WWJD – What about Calypto merging with Forte Design? Could you ever see that as a possibility?

Sanjiv Kaul – We wouldn’t go on record talking about a merger with any other company.

WWJD – Where was the Catapult team located prior to Calypto, and where is the team located now?

Sanjiv Kaul – Before, it was in Wilsonville and now it’s in Wilsonville, San Jose, and Noida. Over time, we’ve had people in all three locations. As with every company, you go where the talent is, you hire the talent there, and you develop it across multiple technologies.

WWJD – How does high-level synthesis verification work?

Sanjiv Kaul – We are verifying C to RTL by formal techniques; it’s similar to the kind of technology in the marketplace which is RTL to netlist. A lot of the equivalence checkers or formal tools that exist are RTL to netlist/gates, but we allow you to verify C code to RTL, RTL to RTL, C to C.

In order to do this, you need to do deep sequential analysis, but that’s not an easy problem, to look at multiple clocks. Not all clock cycles are created equal, so how do you know you’re comparing apples to apples? At a higher level of abstraction, you need to look at multiple clock cycles to draw the equivalence.

WWJD – This is all seems somewhat convoluted. How do you know when you’re done verifying?

Sanjiv Kaul – From a verification point of view, basically the tool will come back and say, ‘These two designs are equivalent.’ When the tool comes back and says, ‘They’re not equivalent,’ then you’ve got a problem.

WWJD – Isn’t it easier to do that at the RTL level?

Sanjiv Kaul – There are multiple reasons why people design at the C level. First, chips are getting very complex, [which is why] many people see RTL as the new netlist; 25 year ago, people moved to RTL to deal with the complexity of that time.

Now that chips are larger, part of the strategy [to deal with the complexity] has been to use IP and design reuse with large pieces of the chip coming from outside the team. There’s just more and more to be designed, especially blocks that are very algorithmic – things like image processing and audio processing, all of which are very algorithmic – and C is a good way to come up with the right algorithms to meet those design needs, and to pick the one that’s best. Many people who are designing these blocks are doing it in C.

WWJD – You sound very confident about all of this. What technical milestones are on your roadmap to continue progress here?

Sanjiv Kaul – When we did the merger with the Catapult team, we delivered on the first level of integration. Going forward, we will deliver even deeper integration.

WWJD – Meaning what, specifically?

Sanjiv Kaul – Meaning there will be much tighter integration over a wider variety of designs.

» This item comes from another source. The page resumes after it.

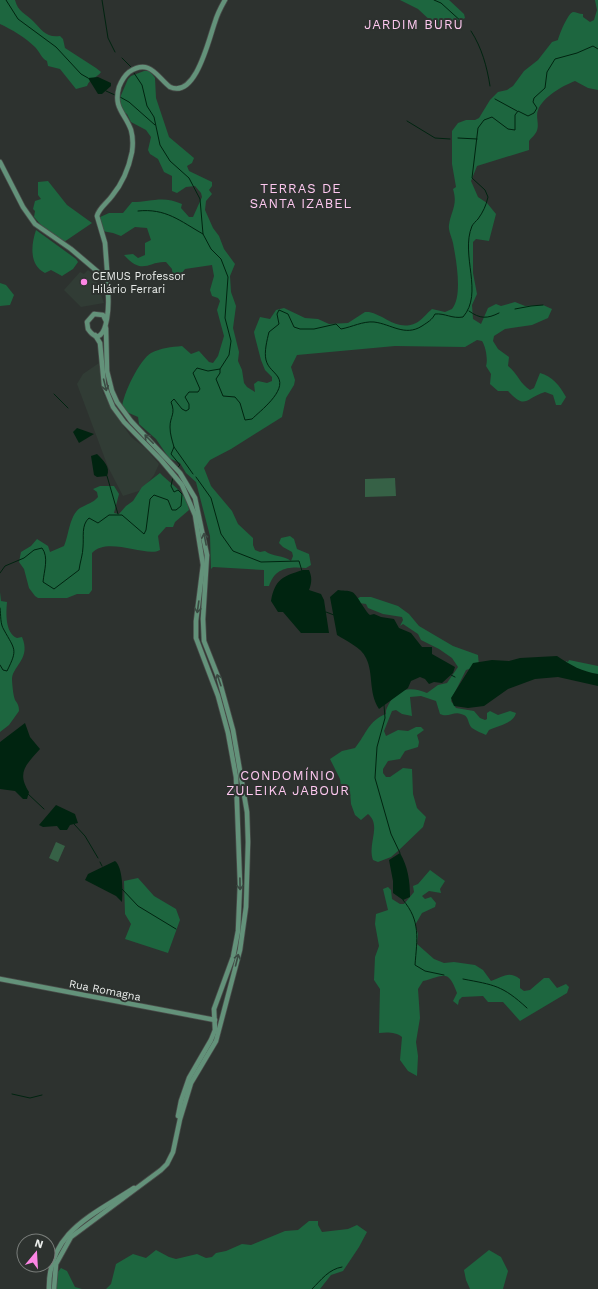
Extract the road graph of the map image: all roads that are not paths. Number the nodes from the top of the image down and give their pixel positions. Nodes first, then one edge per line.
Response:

WWJD – Who at Calypto is responsible for overseeing the technical roadmap?

Sanjiv Kaul – The R&D team looks at the technical roadmap, but it’s a collaboration between the Applications team, R&D, and Marketing, all constantly looking at what’s changing in the marketplace.

Of course, R&D does need time to develop a major release, but as they are working on that release, they’re planning at the same time for the release that comes after that on. It’s an ongoing process whenever you have scheduled releases – keeping an eye on what customers are demanding, where the competition is going, and where you think the next opportunity will be.

WWJD – How does your new role as CEO at Calypto relate to your earlier experiences in EDA?

Sanjiv Kaul – I have always been attracted to discontinuities in the marketplace.

I spent 10 years at Synopsys; the first product I was involved with there was PrimeTime. When we were looking to roll the product out, the whole static timing market was only five or six million dollars, but we felt the time for static timing sign-off was ready. Today, PrimeTime is an over-$100 million business and is the sign-off engine of choice.

Later, when I was General Manager/Vice President of the implementation unit at Synopsys, the important question was how to reach closure between synthesis and physical design. I always felt that we needed to bring place-and-route and timing together; Physical Compiler was a [huge success in the marketplace] from its very first year.

Today, I have a similar feeling that this is the time for high-level synthesis. As I said, I am very excited to be at Calypto as this technology goes mainstream in the marketplace.